Although not only for static analysis, one of the key points in creating a versatile checking tool is how to let users describe rules. It is too costly to create an original description language, and if the rules are given in structural data such as YAML or JSON, the expressive power will be limited and the versatility will be reduced.

A useful tool for such applications is the policy description language Rego. Rego is a general-purpose language that can be used to evaluate structured data by OPA. Some of the most popular uses include checking the status of resources used in cloud environments, checking the content of Infrastructure as Code descriptions, and checking authorization for access to servers. Please see this document for more detail of Rego.

By using Rego, the checking implementation and rules can be completely separated. The implementation is responsible for reading files, reading policies, passing data for evaluation, and outputting evaluation results, while the rules are written only in Rego. This allows a separation of interest between those who implement the tool and those who think about the rules.

Implementation

Then, I implemented generic static analysis tool for Go language, goast.

https://github.com/m-mizutani/goast

The tool reads Go code and evaluates the AST (Abstruct Syntax Tree, syntax abstract tree), an abstract representation of the code, by a policy written in Rego. The parser package is used to get the AST of the Go source code, which is then evaluated by Rego's policy. The evaluation can pass the AST of the whole file only once, or provide a mode to evaluate it node by node of the AST.

Let's look AST of Go code

I am also a beginner in AST in Go, so I can't imagine AST at all just by looking at the code. Therefore, I added a function to goast to dump AST for confirmation.

package main

import "fmt"

func main() {
        fmt.Println("hello")
}
Enter fullscreen mode Exit fullscreen mode

goast can output AST dump by a following command.

$ goast dump --line 6  examples/println/main.go | jq
{
  "Path": "examples/println/main.go",
  "Node": {
    "X": {
      "Fun": {
        "X": {
          "NamePos": 44,
          "Name": "fmt",
          "Obj": null
        },
        "Sel": {
          "NamePos": 48,
          "Name": "Println",
          "Obj": null
        }
      },
      "Lparen": 55,
      "Args": [
        {
          "ValuePos": 56,
          "Kind": 9,
          "Value": "\"hello\""
        }
      ],
      "Ellipsis": 0,
      "Rparen": 63
    }
  },
  "Kind": "ExprStmt"
}
Enter fullscreen mode Exit fullscreen mode

AST structural data tends to be relatively large, and even the 7 lines of code described above would be 1,408 characters of JSON data. Therefore, for ease of reading, only the sixth line of the code (fmt.Println("hello")) is output. Path is the path of the read file, Node is a dump of ast.Node passed by ast.Inspect, and Kind is the type information of Node. s type information.
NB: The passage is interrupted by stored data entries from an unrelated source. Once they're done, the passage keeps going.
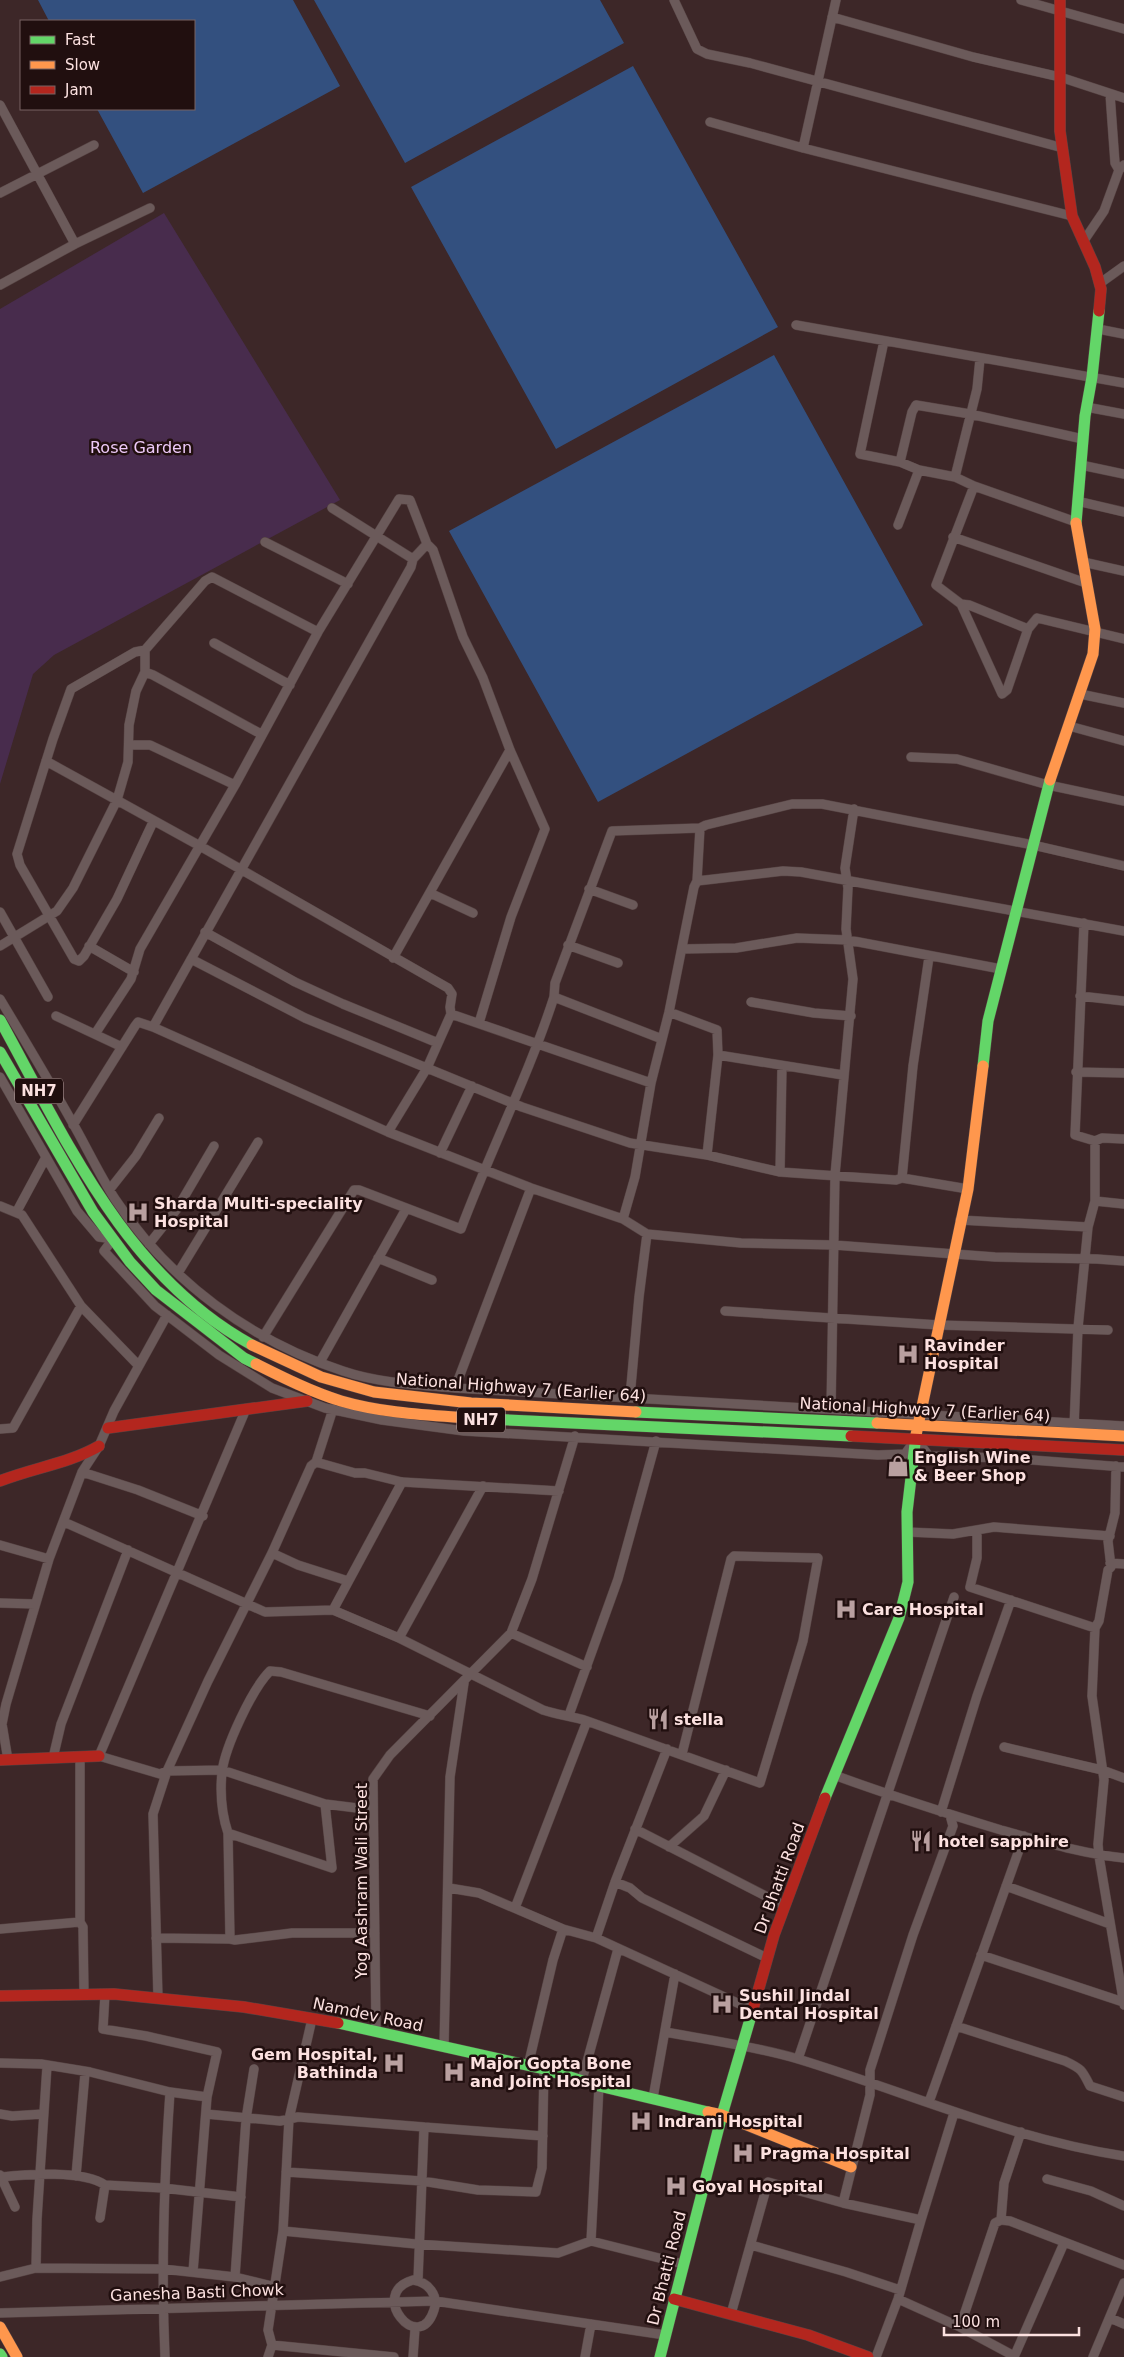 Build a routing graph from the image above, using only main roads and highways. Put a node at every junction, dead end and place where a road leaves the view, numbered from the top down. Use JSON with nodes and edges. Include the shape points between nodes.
{"nodes":[{"id":1,"x":1060,"y":5,"type":"edge"},
{"id":2,"x":0,"y":1020,"type":"edge"},
{"id":3,"x":0,"y":1052,"type":"edge"},
{"id":4,"x":307,"y":1401,"type":"road end"},
{"id":5,"x":919,"y":1419,"type":"junction"},
{"id":6,"x":108,"y":1428,"type":"road end"},
{"id":7,"x":1124,"y":1436,"type":"edge"},
{"id":8,"x":916,"y":1439,"type":"junction"},
{"id":9,"x":99,"y":1446,"type":"road end"},
{"id":10,"x":1124,"y":1450,"type":"edge"},
{"id":11,"x":0,"y":1481,"type":"edge"},
{"id":12,"x":99,"y":1756,"type":"road end"},
{"id":13,"x":4,"y":1760,"type":"edge"},
{"id":14,"x":0,"y":1996,"type":"edge"},
{"id":15,"x":722,"y":2115,"type":"junction"},
{"id":16,"x":851,"y":2167,"type":"road end"},
{"id":17,"x":674,"y":2299,"type":"junction"},
{"id":18,"x":0,"y":2327,"type":"edge"},
{"id":19,"x":17,"y":2357,"type":"edge"},
{"id":20,"x":660,"y":2357,"type":"edge"},
{"id":21,"x":868,"y":2357,"type":"edge"}],
"edges":[{"from":1,"to":5,"type":"main road","name":"Dr Bhatti Road","via":[[1062,148],[1072,216],[1101,289],[1076,522],[1094,634],[1093,654],[1048,786],[988,1021],[968,1189]]},
{"from":2,"to":5,"type":"main road","name":"National Highway 7 (Earlier 64)","number":"NH7","via":[[78,1162],[126,1234],[174,1288],[203,1313],[235,1335],[279,1358],[348,1384],[412,1398],[665,1414]]},
{"from":3,"to":8,"type":"main road","number":"NH7","via":[[93,1212],[156,1290],[244,1358],[287,1380],[342,1401],[443,1418]]},
{"from":4,"to":6,"type":"main road"},
{"from":5,"to":7,"type":"main road","name":"National Highway 7 (Earlier 64)","number":"NH7","via":[[1074,1428]]},
{"from":5,"to":8,"type":"main road","name":"Dr Bhatti Road"},
{"from":8,"to":10,"type":"main road","number":"NH7"},
{"from":8,"to":15,"type":"main road","name":"Dr Bhatti Road","via":[[907,1512],[908,1582],[899,1618],[834,1775],[785,1906]]},
{"from":9,"to":11,"type":"main road","via":[[82,1456],[27,1470]]},
{"from":12,"to":13,"type":"main road"},
{"from":14,"to":15,"type":"main road","name":"Namdev Road","via":[[105,1994],[244,2008],[312,2019],[544,2069],[599,2086]]},
{"from":15,"to":16,"type":"main road","name":"Namdev Road"},
{"from":15,"to":17,"type":"main road","name":"Dr Bhatti Road"},
{"from":17,"to":20,"type":"main road","name":"Dr Bhatti Road"},
{"from":17,"to":21,"type":"main road","via":[[808,2335]]},
{"from":18,"to":19,"type":"main road"}]}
As you can imagine, here .Node.X.Fun represents information about the calling function, and .Node.X.Args represents the arguments. For example, you could use this to describe a rule such as "prohibit the invocation of a particular function". You can also use following contexts as additional condition for example.

  • Allow/Prohibit calls within a specific package
  • Allow/Prohibit certain arguments
  • Allow/Prohibit direct passing of literals

Describe a rule

Now let's write Rego rules from the output AST. This time, let's describe a simple rule to forbid calling fmt.Println.

package goast

fail[res] {
    input.Kind == "ExprStmt"
    input.Node.X.Fun.X.Name == "fmt"
    input.Node.X.Fun.Sel.Name == "Println"

    res := {
        "msg": "do not use fmt.Println",
        "pos": input.Node.X.Fun.X.NamePos,
        "sev": "ERROR",
    }
}
Enter fullscreen mode Exit fullscreen mode

goast's rule schema is following.

  • package must be goast
  • Input: input has metadata such asPathKind and Node as actual AST.
  • Output: Put following structure data into fail if violation detected
    • msg (string): Detail message of violation
    • pos (int): Number to indicate position in the source code file
    • sev (string): Severity, choose one from INFO, WARNING, and ERROR

First, the three lines at the beginning of the rule detect the fmt.Println that was just dumped, and since the message in the format just dumped is passed directly to Rego as input, inspection of Kind, Node.X.Fun.X.Name and Node.X.Fun.Sel.Name Name to determine that it is an expression of a function call.

If you are not familiar with ASTs, it may be difficult to understand what pos means, but in this case it is a number that indicates the number of bytes from the beginning of the file and is stored in some fields such as NamePos and ValuePos. By putting the number in a response, goast will convert it to the number of lines in the file where the violation occurred, and the final output will indicate the number of lines.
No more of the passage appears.